Thanks as always for your support. This week’s post has been on my mind for a while. I hope it means something to you.
In the time I’ve spent working with people experiencing homelessness, I’ve gotten to know many who use drugs, and many still who struggle with an addiction to drugs or other substances. I’m wary of conflating these groups, as the numbers show that the percentage of unhoused people who have addictions is less than what many assume. But because of the specific settings where I’ve worked, I interacted primarily with people who are in the middle of that venn diagram.
As I worked with people who challenged the stereotypes I had around drug use and addiction, I was opened up to a whole world of alternative thinking about these issues that resonated with my relational experiences. It led me to this video, which I have watched countless times, and which I highly encourage you to watch now:
CW/TW for video: drug use, overdose, needles (all animated)
This video slightly overstates its point. I echo the experts around addiction who recognize it is a reaction between chemical, developmental, psychological, and social factors. However, the social connection aspect has been entirely neglected and misunderstood, and this video is incredibly helpful for understanding and transforming that conversation.
It was based on the research of journalist Johann Hari who wrote a masterful book called Chasing the Scream: The First and Last Days of the War on Drugs, which is my #1 book recommendation for anyone interested in this topic. Toward the end of the book, as he reflects on all that he’s discovered about how addiction actually works, and what truly helps those who experience it, he writes this exquisite paragraph:
When I returned from my long journey, I looked at my ex-boyfriend, in withdrawal, trembling on my spare bed, and I thought about him differently. For a century now, we have been singing war songs about addicts. It occurred to me as I wiped his brow, we should have been singing love songs to them all along.
In most addiction/recovery curriculums, there is a lot of God-talk. In AA and 12 Step there is an emphasis on a higher power, and the need to surrender to it, even if you don’t interpret that higher power as necessarily religious. But as anyone who’s ever pondered theology knows, your image of God will shape everything you associate with God.
And unfortunately, I think that the image of God in many recovery groups is one of judgment and shame. But I believe in a God of boundless love—a God who would sit and wipe your brow while you’re in withdrawal.
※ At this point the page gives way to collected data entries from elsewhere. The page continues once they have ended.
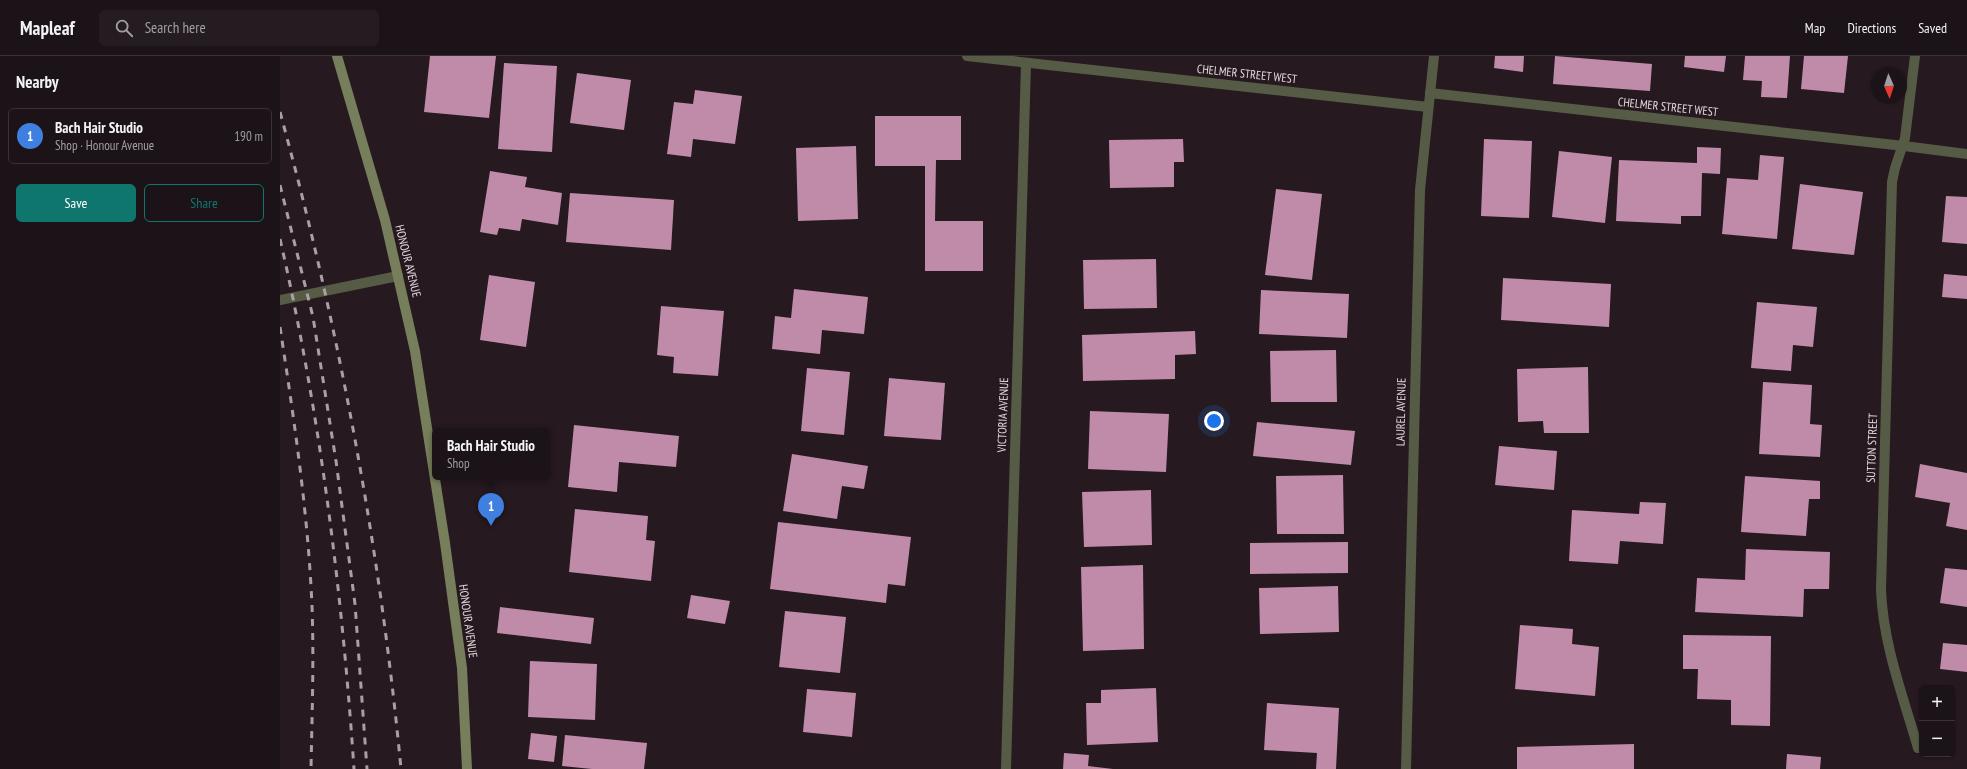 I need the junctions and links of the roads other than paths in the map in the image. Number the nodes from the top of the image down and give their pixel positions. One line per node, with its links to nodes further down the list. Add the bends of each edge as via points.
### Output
1 (337, 56): 11 (main road, HONOUR AVENUE, via 385,220)
2 (967, 56): 5 (street, CHELMER STREET WEST)
3 (1434, 56): 7 (street, LAUREL AVENUE)
4 (1915, 56): 9 (street, SUTTON STREET)
5 (996, 58): 6 (street, CHELMER STREET WEST)
6 (1026, 62): 8 (street, CHELMER STREET WEST); 17 (street, VICTORIA AVENUE)
7 (1430, 93): 8 (street, LAUREL AVENUE); 9 (street, CHELMER STREET WEST)
8 (1428, 107): 18 (street, LAUREL AVENUE, via 1420,190)
9 (1904, 146): 10 (street, CHELMER STREET WEST); 15 (street, SUTTON STREET, via 1892,182 1881,590 1888,645)
10 (1967, 154)
11 (398, 276): 12 (street); 13 (main road, HONOUR AVENUE, via 415,351)
12 (280, 300)
13 (432, 461)
14 (435, 480): 16 (main road, HONOUR AVENUE, via 462,668)
15 (1918, 748)
16 (467, 769)
17 (1006, 769)
18 (1406, 769)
A God who would sing love songs over you until you believed them about yourself.
To anyone who is struggling with an addiction: God is singing a song of love over you. If you listen close, you may hear it over the sound of your self-talk. You may even hear it over the sound of every friend or family member or stranger or pastor who’s ever made you feel less-than-worthy.
To anyone who knows or has known someone with an addiction: it’s hard sometimes for people to hear the love songs of God over the cacophony of shame, judgment, failure, isolation, incarceration, and disdain. Why not join Love’s chorus?
I’ll leave you with the words of my friend Shawn Morrissey. He’s an incredible advocate for people experiencing homelessness in Pasadena and beyond, who draws from his own journey of homelessness and addiction to sing songs of love over people. He wrote this not long ago on Facebook:
Drugs aren’t addicting.
Comfort is addicting,
Community is addicting,
Nurture is addicting,
Hugs are addicting,
Positive regard is addicting,
To have; to hold value is addicting,
Belonging is addicting,
Compassion is addicting,
Being seen is addicting,
Kindness is addicting,
Esteem is addicting,
Service is addicting,
Inclusion is addicting,
Affirmation is addicting,
Acceptance is addicting,
Connection is addicting,
Non judgement is addicting,
Authenticity is addicting,
Purpose is addicting,
Love is addicting
Love is addicting
Love is addicting
Drugs aren’t addicting…
…except in the absence of these things.